Do NAEP Scores Have Legs at the Polls?

by Robert Pondiscio
October 15th, 2009

In New York, 80 percent of 8th graders met the state’s standards in math this year, up from 59 percent two years ago.  But the National Assessment of Educational Progress (NAEP) results released yesterday paint a different picture.  Only 34 percent of the state’s 8th graders are considered proficient, a modest increase from 2007 levels.  NAEP scores for the Empire State’s 4th graders actually declined, while the percent passing the state’s own test went up.  This renewed charges that New York is making itself look good by lowering standards.   Diane Ravitch puts it plainly: ”The fabulous ‘gains’ reported last spring, we now know, were based on dumbed-down tests and dubious scoring of the tests in Albany,” she writes in today’s New York Post.

On the one hand, there is nothing new here, and New York is not alone in this boat.  Disconnects between the results for NAEP and state tests have been well known and much discussed for years.  The open question is whether state tests have now been sufficiently discredited in the minds of voters to make them a political liability.  The even larger question is whether the failure of test-driven accountability to move the needle will feed voter resentment, turning testing into a legitimate campaign issue in state and local races this November and beyond.

“There’s a palpable backlash against testing across much of the great American middle class,” Fordham’s Checker Finn recently observed.  ”We need to face the fact that testing, particularly high-stakes uses of test results for students and teachers alike, are deeply unpopular outside policymaker circles and could well lose rather than gain political traction in coming years.” 

The first test case may come in New York City, where Mayor Michael Bloomberg is up for a third term and campaigning on his education record. The New York Times points out this morning how the NAEP results are ”sharply contradicting the results of state-administered tests that showed record gains.”  NAEP results for the city itself will not be available for several weeks, but Bloomberg’s opponent, Democrat Bill Thompson, is attempting to make political hay nonetheless.  A spokesperson quoted in the New York Times today calls the Bloomberg administration the “Madoff of the American education system” and a “national disgrace.”  Bloomberg has a commanding lead in the polls, but his opponent is clearly trying to turn the Mayor’s record on education, a perceived strength, into a liability.  Will it play?  A Marist poll last Spring showed New York voters approved of the Mayor’s handling of the schools by a 51-to-41 percent margin.  It bears watching to what degree, if any, the testing issue moves those numbers.

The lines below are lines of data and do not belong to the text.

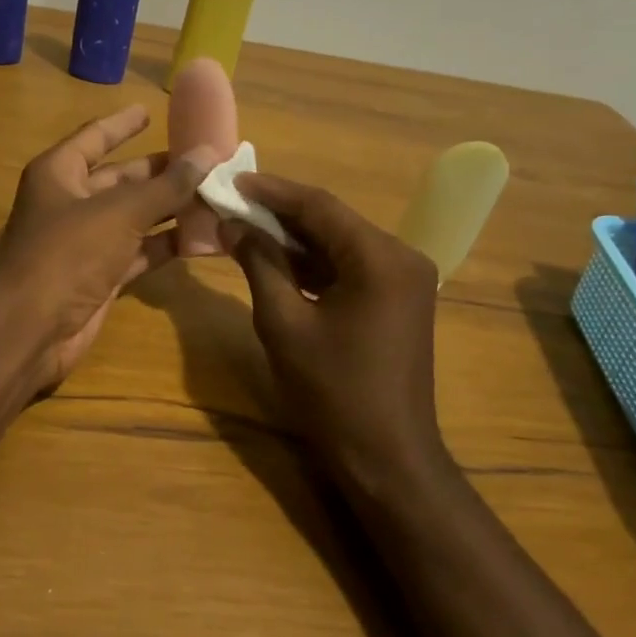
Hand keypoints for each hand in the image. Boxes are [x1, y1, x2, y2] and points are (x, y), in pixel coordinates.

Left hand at [0, 106, 216, 391]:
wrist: (31, 329)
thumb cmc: (68, 253)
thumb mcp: (120, 212)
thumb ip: (167, 185)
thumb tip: (208, 154)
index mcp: (60, 173)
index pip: (95, 138)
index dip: (122, 124)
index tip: (150, 110)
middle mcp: (70, 203)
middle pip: (120, 179)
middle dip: (159, 171)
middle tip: (204, 160)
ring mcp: (84, 243)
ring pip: (133, 217)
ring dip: (168, 209)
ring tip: (214, 194)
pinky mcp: (99, 277)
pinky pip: (138, 252)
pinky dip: (165, 245)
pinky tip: (201, 237)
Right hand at [223, 175, 444, 502]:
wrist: (385, 455)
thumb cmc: (332, 391)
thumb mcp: (284, 323)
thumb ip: (260, 264)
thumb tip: (232, 225)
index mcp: (380, 258)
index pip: (320, 206)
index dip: (272, 192)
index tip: (231, 181)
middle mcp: (401, 257)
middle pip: (332, 221)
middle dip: (280, 214)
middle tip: (232, 204)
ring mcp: (404, 280)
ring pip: (340, 244)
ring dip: (295, 239)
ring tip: (244, 228)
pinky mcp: (397, 300)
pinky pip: (350, 268)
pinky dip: (314, 264)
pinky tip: (276, 261)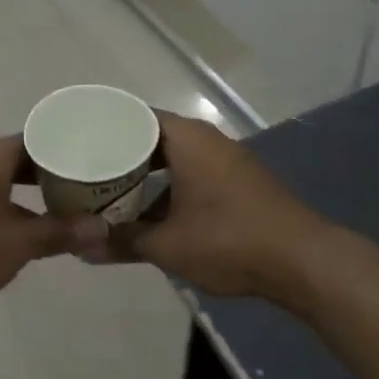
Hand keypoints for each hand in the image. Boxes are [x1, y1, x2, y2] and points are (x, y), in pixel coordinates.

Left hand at [0, 136, 108, 316]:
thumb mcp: (16, 243)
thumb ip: (60, 233)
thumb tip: (102, 229)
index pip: (41, 136)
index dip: (72, 147)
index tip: (101, 159)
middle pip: (25, 157)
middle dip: (58, 172)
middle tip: (94, 185)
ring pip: (7, 178)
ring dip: (36, 191)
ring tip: (71, 206)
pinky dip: (15, 204)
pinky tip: (31, 226)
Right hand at [97, 112, 331, 301]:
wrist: (303, 261)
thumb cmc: (230, 241)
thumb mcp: (168, 245)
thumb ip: (122, 242)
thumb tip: (80, 247)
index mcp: (188, 139)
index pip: (134, 117)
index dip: (102, 129)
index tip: (75, 143)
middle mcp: (207, 141)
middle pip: (152, 139)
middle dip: (119, 157)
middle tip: (84, 173)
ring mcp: (227, 162)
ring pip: (173, 160)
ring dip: (145, 178)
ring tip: (109, 195)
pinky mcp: (239, 184)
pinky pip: (192, 175)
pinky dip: (169, 190)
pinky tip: (151, 215)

No Child Left Behind, it has been widely observed, is a “tainted brand.”  But is “accountability” still a winner at the polls?  What NAEP seems to be telling us is that we’ve had a whole lot of test-driven accountability (and a whole lot of education spending) without a whole lot of results.  That said, it’s not an easy issue for voters to wrap their heads around.  I suspect it will be easier and more efficacious to get voters cranky about their kids education being reduced to a joyless grind.  “Prep and test schooling” does not roll as trippingly off the tongue as “tax and spend liberal” but it probably resonates more with voters than trying to explain cut scores.

1 Comment »

  1. Let’s link this discussion with the other discussion about D.C. The Post reported that DC increased math scores and:

    “Michael Moody, a special assistant to Rhee for academics, noted that more math instructional specialists have been in place in schools in the past two years and that teachers have been trained in how to make the subject more fun for students, especially through games. ‘It got them to push into higher-level thinking rather than just memorizing their times tables,’”

    What if Rhee had put her efforts into these approaches and collaboaratively negotiating the removal of ineffective teachers and principals?

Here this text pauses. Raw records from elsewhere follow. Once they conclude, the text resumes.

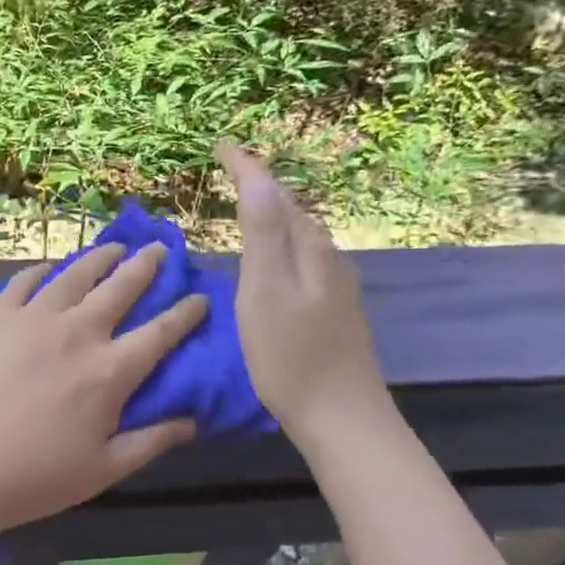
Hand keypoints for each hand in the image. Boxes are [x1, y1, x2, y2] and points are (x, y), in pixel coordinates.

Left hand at [0, 242, 207, 536]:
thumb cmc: (37, 475)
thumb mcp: (106, 469)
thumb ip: (152, 441)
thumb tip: (192, 421)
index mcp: (111, 370)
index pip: (161, 332)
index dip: (185, 312)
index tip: (199, 297)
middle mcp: (78, 332)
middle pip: (121, 287)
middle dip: (146, 265)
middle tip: (159, 248)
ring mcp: (34, 317)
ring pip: (75, 274)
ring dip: (100, 258)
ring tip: (114, 247)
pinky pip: (24, 281)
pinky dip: (42, 271)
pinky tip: (50, 268)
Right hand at [217, 141, 390, 436]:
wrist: (343, 419)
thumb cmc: (292, 357)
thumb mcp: (266, 291)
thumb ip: (264, 233)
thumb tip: (259, 176)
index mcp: (308, 250)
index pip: (275, 194)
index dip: (248, 167)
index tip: (221, 145)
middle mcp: (327, 259)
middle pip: (292, 210)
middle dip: (262, 186)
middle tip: (230, 172)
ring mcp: (335, 287)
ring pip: (301, 236)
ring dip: (273, 215)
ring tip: (246, 209)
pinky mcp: (333, 311)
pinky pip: (303, 260)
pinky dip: (281, 246)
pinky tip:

    Under what scenario a decade ago would we have enough teachers with a background in elementary math instruction? Rather than declare war on teachers, why not train them?

    I suspect the Reading scores this spring will be more disappointing, but elementary math, at least, should follow under the category of “low hanging fruit.”

    I’d make a similar point about How Its Being Done, which I haven’t read, and Its Being Done, which I have read. The preceding book was fundamentally dishonest because it implied that “It” could be done SYSTEMICALLY with real-world resouces, implying that its the low expectations of teachers in NEIGHBORHOOD schools that is to blame.

    Had those reformers focused on the problems, as opposed to the blame game, what could we have done with increased spending under NCLB. Triple the per student funding at schools like mine, to be comparable to funding in NYC and many DC schools, create capacity and PD that allows for engaging instruction, and let us teach, then compare our results with the results of so-called cultures of accountability.